Reading Group: String Algorithms Karl Bringmann, Tomasz Kociumaka

Registration for this course is open until Friday, 22.07.2022 00:00.

News

22.04.2022

Start at 16:15

Since the room is in use earlier, we will start at 16:15 from now on.

13.04.2022

Virtual Participation

After registering on this webpage, you can log in and access Information->Virtual Guide, where you can find the link to follow the course virtually.

 

Reading Group: String Algorithms

This seminar will discuss recent algorithms for text processing and sequence similarity, as published in conferences like STOC, FOCS or SODA. We study sequence similarity measures such as edit distance (ED) and Hamming distance (HD), which are ubiquitous in text processing and bioinformatics. Starting from the basic dynamic programming algorithms that run in quadratic time, we study approximation algorithms that run in near-linear time or even sublinear time. We also cover approximate pattern matching as well as embedding, sketching, and possibly streaming algorithms.

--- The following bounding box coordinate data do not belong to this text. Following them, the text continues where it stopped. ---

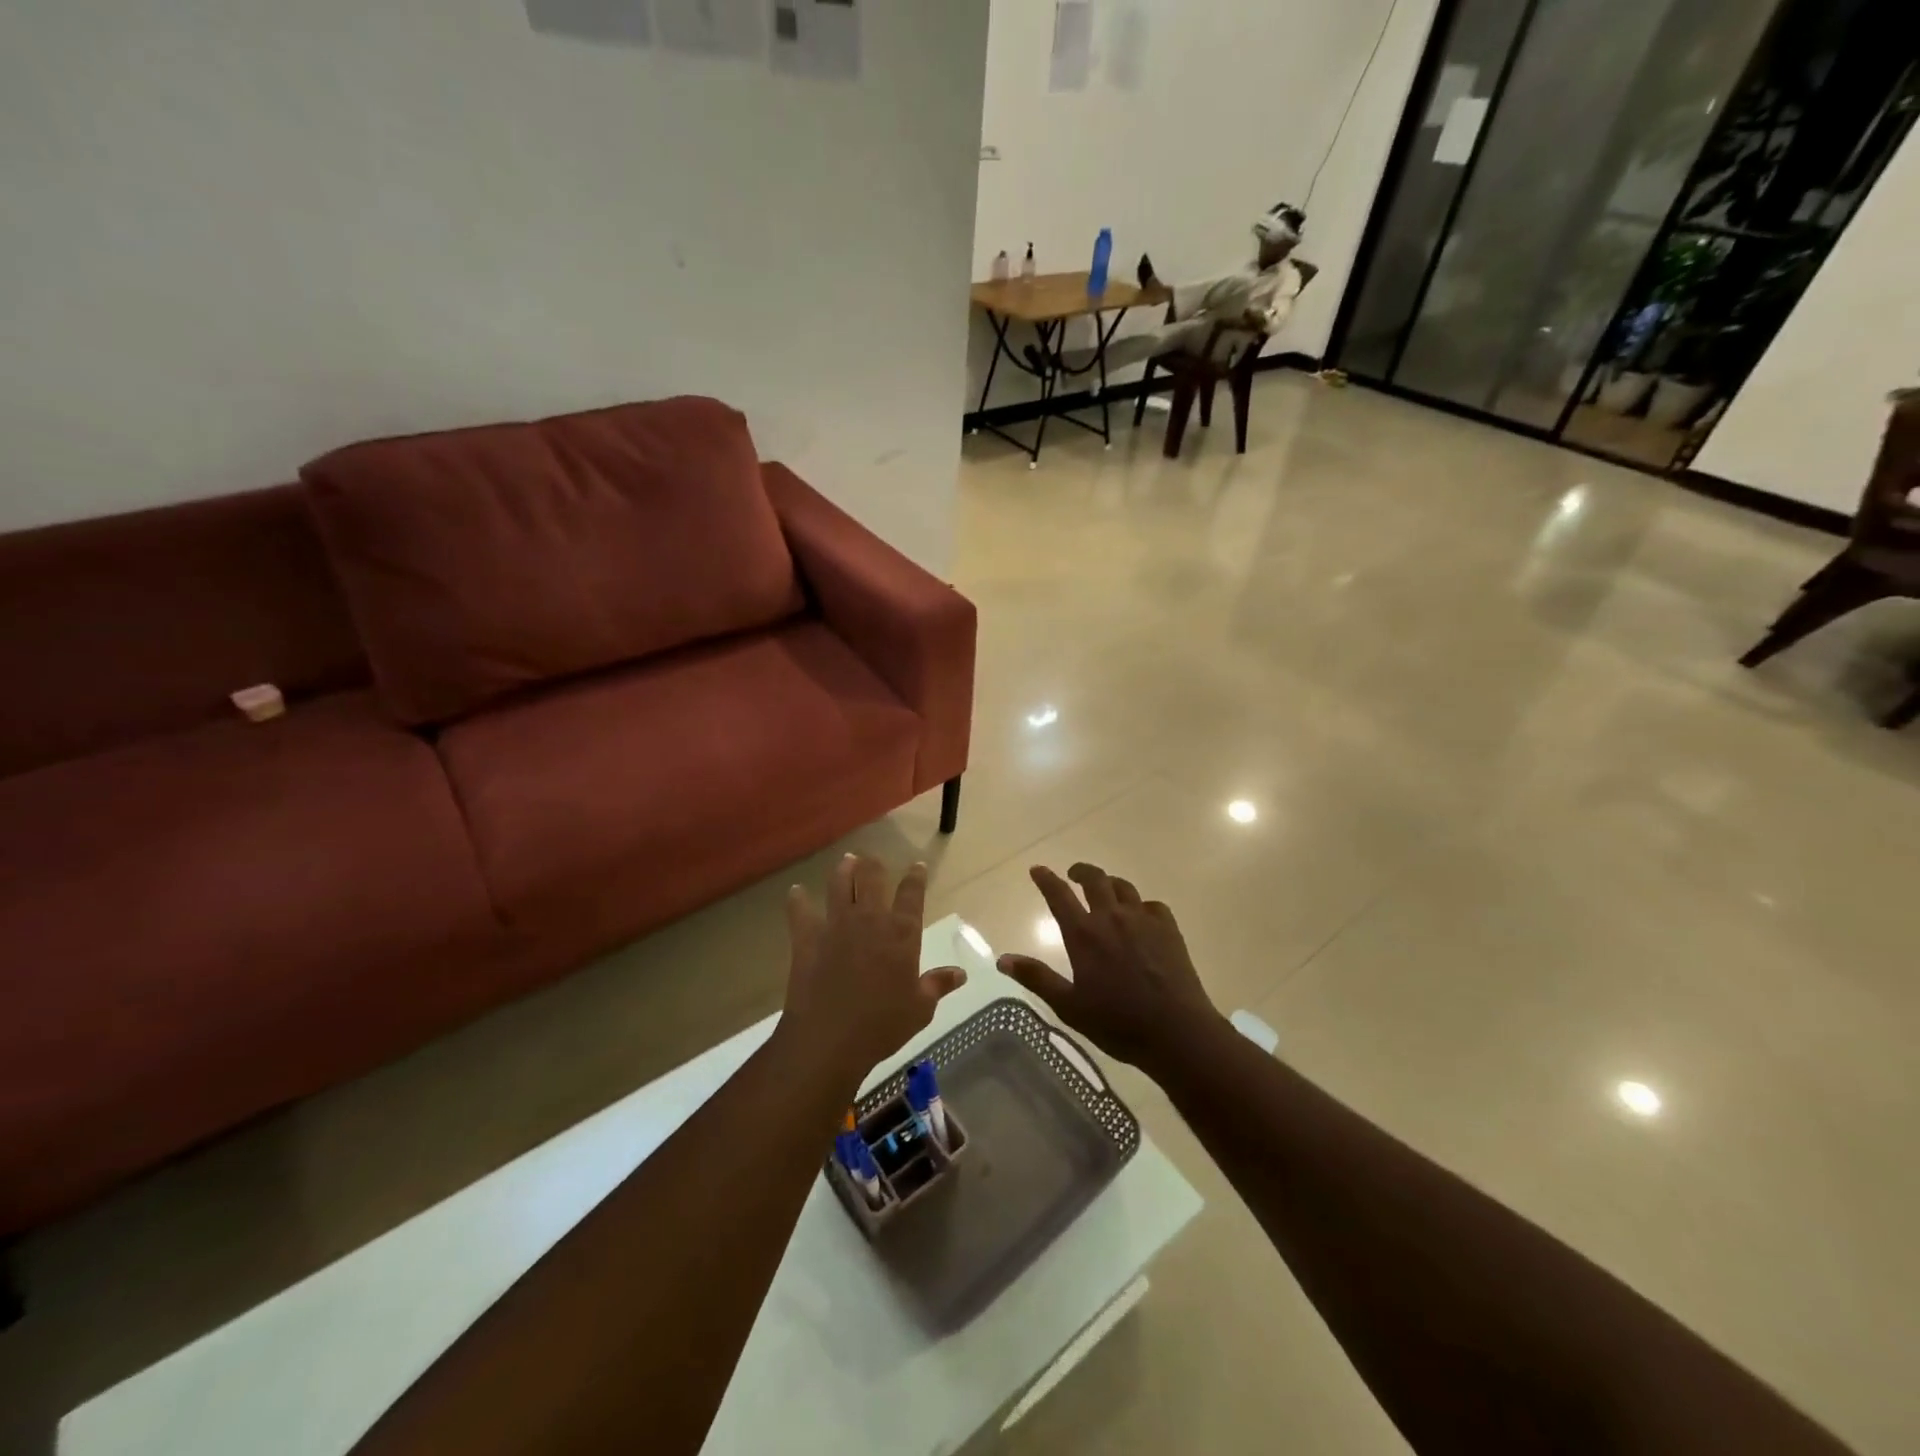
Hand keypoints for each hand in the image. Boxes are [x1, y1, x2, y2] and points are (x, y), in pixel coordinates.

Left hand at [779, 855, 966, 1085]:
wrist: (829, 1037)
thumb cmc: (882, 1025)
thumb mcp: (920, 1009)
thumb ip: (938, 985)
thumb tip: (960, 973)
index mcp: (901, 933)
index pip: (912, 893)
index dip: (916, 876)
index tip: (917, 866)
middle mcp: (870, 919)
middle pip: (872, 877)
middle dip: (874, 865)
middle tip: (874, 861)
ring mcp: (836, 925)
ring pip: (839, 884)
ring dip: (843, 870)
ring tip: (847, 861)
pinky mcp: (807, 937)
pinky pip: (800, 911)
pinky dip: (797, 900)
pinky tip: (796, 893)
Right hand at [997, 863, 1223, 1073]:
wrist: (1177, 1031)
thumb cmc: (1117, 1023)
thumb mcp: (1069, 1006)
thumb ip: (1037, 978)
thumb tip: (1002, 959)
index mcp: (1084, 934)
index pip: (1059, 895)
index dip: (1046, 879)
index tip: (1037, 869)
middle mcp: (1111, 917)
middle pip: (1094, 879)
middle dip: (1080, 872)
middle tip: (1073, 875)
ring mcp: (1143, 919)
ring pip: (1123, 887)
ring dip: (1109, 885)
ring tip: (1105, 892)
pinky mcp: (1168, 928)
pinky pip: (1151, 905)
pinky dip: (1141, 906)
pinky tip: (1141, 918)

The organizers bring expertise on different aspects of these algorithms. One goal of this course is that the organizers teach each other what they know about string algorithms. The seminar will therefore feature about 10 talks by the organizers, presenting their work on string algorithms, in a format similar to the Algorithms and Data Structures core lecture. Additional to attending these lectures, your task is to read and present one paper on string algorithms.

We also encourage students to take the opportunity and actively work on current research questions with us.

Registration

Please register on this website to get access to the full course material, including the link to follow the course virtually.

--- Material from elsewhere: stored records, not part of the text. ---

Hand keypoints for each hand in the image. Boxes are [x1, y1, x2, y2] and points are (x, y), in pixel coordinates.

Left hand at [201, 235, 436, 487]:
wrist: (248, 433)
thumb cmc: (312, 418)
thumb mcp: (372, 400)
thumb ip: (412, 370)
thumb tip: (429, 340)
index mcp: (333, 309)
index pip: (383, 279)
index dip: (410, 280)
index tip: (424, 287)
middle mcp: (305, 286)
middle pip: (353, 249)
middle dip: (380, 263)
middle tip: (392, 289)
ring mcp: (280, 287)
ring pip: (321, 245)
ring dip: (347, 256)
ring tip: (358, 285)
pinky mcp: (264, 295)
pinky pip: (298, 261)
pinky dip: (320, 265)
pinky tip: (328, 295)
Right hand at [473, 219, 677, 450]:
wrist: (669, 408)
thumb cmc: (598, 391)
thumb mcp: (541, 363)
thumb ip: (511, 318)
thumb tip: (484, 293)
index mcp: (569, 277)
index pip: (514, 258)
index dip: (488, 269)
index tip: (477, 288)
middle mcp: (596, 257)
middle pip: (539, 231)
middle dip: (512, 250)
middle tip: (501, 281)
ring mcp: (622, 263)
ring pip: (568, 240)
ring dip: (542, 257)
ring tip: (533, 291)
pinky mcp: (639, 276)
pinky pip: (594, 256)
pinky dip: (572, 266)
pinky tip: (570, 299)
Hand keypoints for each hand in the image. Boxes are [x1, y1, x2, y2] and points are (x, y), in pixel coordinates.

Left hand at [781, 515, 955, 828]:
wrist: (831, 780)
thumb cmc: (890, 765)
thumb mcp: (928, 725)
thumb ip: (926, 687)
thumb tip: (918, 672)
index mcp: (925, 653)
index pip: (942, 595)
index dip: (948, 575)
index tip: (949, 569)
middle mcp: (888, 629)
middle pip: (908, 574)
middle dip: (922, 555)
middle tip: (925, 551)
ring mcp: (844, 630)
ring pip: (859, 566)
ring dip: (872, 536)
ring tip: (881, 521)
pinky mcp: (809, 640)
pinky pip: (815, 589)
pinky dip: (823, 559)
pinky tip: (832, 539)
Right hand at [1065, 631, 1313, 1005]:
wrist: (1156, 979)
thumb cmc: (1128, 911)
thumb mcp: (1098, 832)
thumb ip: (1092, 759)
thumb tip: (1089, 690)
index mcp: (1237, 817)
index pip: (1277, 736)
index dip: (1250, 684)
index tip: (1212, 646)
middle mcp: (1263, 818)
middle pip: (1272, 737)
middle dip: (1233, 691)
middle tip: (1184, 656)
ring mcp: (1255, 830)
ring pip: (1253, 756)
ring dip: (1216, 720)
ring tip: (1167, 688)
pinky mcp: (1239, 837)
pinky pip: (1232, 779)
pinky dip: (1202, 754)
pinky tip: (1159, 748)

If you want to take this seminar for credit, you must additionally register in the seminar system until April 12: https://seminars.cs.uni-saarland.de/seminars22

Requirements

The core lecture Algorithms and Data Structures is a mandatory requirement. In exceptional cases we can allow students who do not fulfill this requirement but have attended other relevant courses (e.g. basic lecture on Algorithms and Data Structures, Algorithms for Sequence Analysis).

Modalities

We will meet once a week on Wednesdays 16:15 to 17:45, starting on April 13. The seminar takes place in building E2 4, lecture hall IV, but it is also possible to join virtually via Microsoft Teams (see the Virtual Guide). If you are a student taking credit points for the seminar, you will be assigned a paper from the list below and will give a 60-to-90-minute presentation about it. One of the organizers will be your advisor and you can discuss the paper with them before your presentation. You are expected to give a practice talk to your advisor at least one week before the scheduled talk. Successful participation is rewarded with 7 credit points, and the final grade is determined by the quality of the presentation.

Schedule

This is the tentative schedule of the course.

Date Topic Speaker
13.04.2022 Basics I: dynamic programming, kangaroo jumping etc. Karl Bringmann
20.04.2022 Basics II: approximating HD, LCE queries, fine-grained lower bounds for exact ED algorithms Karl Bringmann
27.04.2022 Approximating ED: k-approximation in sublinear time [GKKS] + tree distance framework [AKO] Alejandro Cassis
04.05.2022 Approximating ED: ko(1)-approximation in near-linear time and how to go sublinear [AKO, BCFN] Nick Fischer
11.05.2022 Approximating ED: constant-factor-approximation in subquadratic time [CDGK+, AN] Nick Fischer
18.05.2022 Approximating ED: a simple sublinear algorithm (student topic 1)  
25.05.2022 Embedding ED into HD: distortion k [CGK], sketching ED [BZ,KPS] Tomasz Kociumaka
01.06.2022 Embedding ED into HD: distortion no(1) [OR] and algorithmic uses [AO] Alejandro Cassis
08.06.2022 Pattern Matching with HD errors: Exact algorithms (student topic 2)  
15.06.2022 Pattern Matching with HD errors: Lower bounds (student topic 3)  
22.06.2022 Pattern Matching with ED errors: Exact algorithms [CKWa,CKWb] - virtual talk Philip Wellnitz
29.06.2022 Pattern Matching with HD errors: Streaming algorithms (student topic 4)  
06.07.2022 Pattern Matching with HD errors: Approximation algorithms (student topic 5)  
13.07.2022 Pattern Matching with HD errors: Streaming approximation algorithms + sublinear algorithms [CGKK+] Tomasz Kociumaka
20.07.2022 Pattern Matching with ED errors: Streaming algorithms [KPS] Tomasz Kociumaka

Student Topics

The following five topics will be distributed among the students participating in the seminar. As a student, you will be asked to select three of these topics (with priorities) and we will find a distribution making everyone as happy as possible.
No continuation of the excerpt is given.